The Alaska Judicial Council nominates judges for vacancies after accepting applications and surveying Alaska Bar Association members to assess each candidate. The Alaska Judicial Council also solicits opinions from Alaska Bar Association members, police officers, and probation officers concerning judges in retention elections and publish recommendations that appear in voter pamphlets.

The Alaska Commission on Judicial Conduct makes recommendations regarding disqualification, suspension, removal, retirement, and censure of judges. It is composed of 3 judges appointed by judges, 3 lawyers appointed by the Alaska Bar Association, and 3 citizens appointed by the governor and confirmed by the legislature.

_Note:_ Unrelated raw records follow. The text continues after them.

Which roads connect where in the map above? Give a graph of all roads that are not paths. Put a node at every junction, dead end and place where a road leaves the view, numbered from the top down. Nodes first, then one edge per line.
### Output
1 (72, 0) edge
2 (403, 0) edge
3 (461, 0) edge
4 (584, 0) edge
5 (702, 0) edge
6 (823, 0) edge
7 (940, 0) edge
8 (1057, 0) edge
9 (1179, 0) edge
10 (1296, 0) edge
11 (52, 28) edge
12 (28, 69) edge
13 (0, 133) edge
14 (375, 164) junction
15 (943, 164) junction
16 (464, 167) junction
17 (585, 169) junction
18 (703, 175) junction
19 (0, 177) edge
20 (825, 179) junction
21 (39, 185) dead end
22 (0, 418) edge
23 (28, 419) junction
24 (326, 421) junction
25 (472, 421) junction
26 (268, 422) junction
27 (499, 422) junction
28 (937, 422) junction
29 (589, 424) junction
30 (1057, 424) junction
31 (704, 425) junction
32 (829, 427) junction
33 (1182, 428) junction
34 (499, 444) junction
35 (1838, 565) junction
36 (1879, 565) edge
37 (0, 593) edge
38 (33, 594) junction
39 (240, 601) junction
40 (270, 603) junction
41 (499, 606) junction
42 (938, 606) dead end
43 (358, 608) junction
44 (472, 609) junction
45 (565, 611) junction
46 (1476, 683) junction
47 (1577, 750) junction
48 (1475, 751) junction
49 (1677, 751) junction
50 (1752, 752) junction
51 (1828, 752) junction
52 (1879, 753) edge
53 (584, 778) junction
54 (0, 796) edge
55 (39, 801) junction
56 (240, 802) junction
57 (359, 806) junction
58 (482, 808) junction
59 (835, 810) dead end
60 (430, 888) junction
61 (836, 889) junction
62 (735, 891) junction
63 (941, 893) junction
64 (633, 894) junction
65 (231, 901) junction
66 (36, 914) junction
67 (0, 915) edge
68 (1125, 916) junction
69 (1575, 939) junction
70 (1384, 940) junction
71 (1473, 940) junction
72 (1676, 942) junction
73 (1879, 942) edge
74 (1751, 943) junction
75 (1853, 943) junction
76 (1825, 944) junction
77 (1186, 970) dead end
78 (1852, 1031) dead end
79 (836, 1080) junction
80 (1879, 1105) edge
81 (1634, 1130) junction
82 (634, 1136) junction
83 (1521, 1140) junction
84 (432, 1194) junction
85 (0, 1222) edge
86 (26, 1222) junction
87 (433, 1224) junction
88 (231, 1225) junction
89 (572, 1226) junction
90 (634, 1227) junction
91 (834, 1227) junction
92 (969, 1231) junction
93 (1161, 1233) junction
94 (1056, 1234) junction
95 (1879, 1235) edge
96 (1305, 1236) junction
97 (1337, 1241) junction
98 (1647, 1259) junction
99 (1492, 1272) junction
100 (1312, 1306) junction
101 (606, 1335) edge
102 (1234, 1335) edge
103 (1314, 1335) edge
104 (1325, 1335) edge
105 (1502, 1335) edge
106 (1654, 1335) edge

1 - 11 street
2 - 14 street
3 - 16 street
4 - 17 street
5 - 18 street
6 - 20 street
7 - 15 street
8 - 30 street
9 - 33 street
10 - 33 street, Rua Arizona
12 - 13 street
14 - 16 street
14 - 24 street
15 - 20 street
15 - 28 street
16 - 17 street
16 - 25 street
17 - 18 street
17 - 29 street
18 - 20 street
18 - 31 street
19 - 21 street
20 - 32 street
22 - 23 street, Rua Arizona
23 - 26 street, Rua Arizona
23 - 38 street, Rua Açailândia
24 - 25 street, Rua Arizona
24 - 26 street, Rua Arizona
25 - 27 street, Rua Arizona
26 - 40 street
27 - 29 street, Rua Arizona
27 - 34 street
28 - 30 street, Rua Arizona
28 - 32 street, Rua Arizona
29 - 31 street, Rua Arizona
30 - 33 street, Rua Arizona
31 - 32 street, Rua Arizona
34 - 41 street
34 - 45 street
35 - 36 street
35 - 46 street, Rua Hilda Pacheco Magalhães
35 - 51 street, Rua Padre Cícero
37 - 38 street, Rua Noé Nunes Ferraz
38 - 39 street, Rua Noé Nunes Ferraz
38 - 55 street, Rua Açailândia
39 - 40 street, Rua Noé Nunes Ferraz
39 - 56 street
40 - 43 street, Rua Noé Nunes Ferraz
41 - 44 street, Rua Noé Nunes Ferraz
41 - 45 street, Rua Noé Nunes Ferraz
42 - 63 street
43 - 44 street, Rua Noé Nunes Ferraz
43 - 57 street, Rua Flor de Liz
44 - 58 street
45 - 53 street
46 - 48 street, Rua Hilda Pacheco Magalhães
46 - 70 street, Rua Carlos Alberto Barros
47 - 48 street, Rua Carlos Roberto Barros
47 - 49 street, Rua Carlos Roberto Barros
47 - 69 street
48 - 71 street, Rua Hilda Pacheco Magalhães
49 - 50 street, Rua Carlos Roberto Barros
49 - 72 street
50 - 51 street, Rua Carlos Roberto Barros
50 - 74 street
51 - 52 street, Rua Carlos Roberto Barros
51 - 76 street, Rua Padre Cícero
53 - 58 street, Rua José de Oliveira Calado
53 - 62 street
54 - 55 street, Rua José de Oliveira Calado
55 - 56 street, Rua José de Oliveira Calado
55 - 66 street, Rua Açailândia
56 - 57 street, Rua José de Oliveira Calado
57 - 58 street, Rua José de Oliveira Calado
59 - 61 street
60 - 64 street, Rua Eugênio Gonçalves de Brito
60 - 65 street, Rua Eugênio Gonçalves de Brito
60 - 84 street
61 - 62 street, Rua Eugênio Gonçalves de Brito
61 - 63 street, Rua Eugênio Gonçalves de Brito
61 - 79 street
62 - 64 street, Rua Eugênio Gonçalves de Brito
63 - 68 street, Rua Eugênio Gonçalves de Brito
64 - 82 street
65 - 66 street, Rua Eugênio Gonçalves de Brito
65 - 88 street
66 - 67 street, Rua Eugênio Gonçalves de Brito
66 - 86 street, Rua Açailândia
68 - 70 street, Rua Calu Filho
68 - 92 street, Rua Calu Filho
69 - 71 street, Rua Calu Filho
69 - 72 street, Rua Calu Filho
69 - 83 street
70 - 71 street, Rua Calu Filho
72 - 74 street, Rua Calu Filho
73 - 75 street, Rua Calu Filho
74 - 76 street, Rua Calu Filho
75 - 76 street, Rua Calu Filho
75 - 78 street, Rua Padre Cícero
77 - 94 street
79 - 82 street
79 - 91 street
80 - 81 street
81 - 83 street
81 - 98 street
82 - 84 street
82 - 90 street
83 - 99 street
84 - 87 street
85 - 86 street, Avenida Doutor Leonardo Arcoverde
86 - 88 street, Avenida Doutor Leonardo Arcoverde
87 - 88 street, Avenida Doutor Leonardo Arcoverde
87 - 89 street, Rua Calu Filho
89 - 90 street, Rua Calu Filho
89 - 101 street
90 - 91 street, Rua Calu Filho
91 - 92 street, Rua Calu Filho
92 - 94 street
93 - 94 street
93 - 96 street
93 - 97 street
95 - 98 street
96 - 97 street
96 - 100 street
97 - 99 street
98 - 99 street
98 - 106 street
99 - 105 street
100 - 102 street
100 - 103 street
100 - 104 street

In addition, the office of the clerk of the appellate courts supports the work of the supreme court and the court of appeals. The clerk is required to be an attorney. The clerk's responsibilities include monitoring the caseflow through the supreme court and the court of appeals and making recommendations for improvements in appellate procedure. The clerk is also responsible for all case filing and calendaring, publishing opinions, and related tasks. The clerk's office is located in Anchorage, and deputy clerks are located in Juneau, Anchorage, and Fairbanks. Marilyn May was appointed clerk of the appellate courts in October 1998.

==Officers==
===Judges===
Alaska uses a Missouri Plan merit selection system for judges and justices. The governor appoints a justice or judge from a list of qualified candidates submitted by the Alaska Judicial Council. The governor has 45 days from receipt of the list to make the appointment. All judges and justices in Alaska must stand for judicial retention elections (approval by the voters) on a nonpartisan ballot at the first statewide general election held more than three years after appointment (two for District Court judges), and periodically thereafter. Magistrates are appointed by the presiding superior court judge of a judicial district.

==History==
The supreme court and the superior courts were established in the Alaska constitution, which took effect upon statehood in 1959. Later that year, the Alaska legislature created a district court for each judicial district and granted power to the supreme court to increase or decrease the number of district court judges. In 1980, to ease the appellate burden on the supreme court, the legislature created a court of appeals.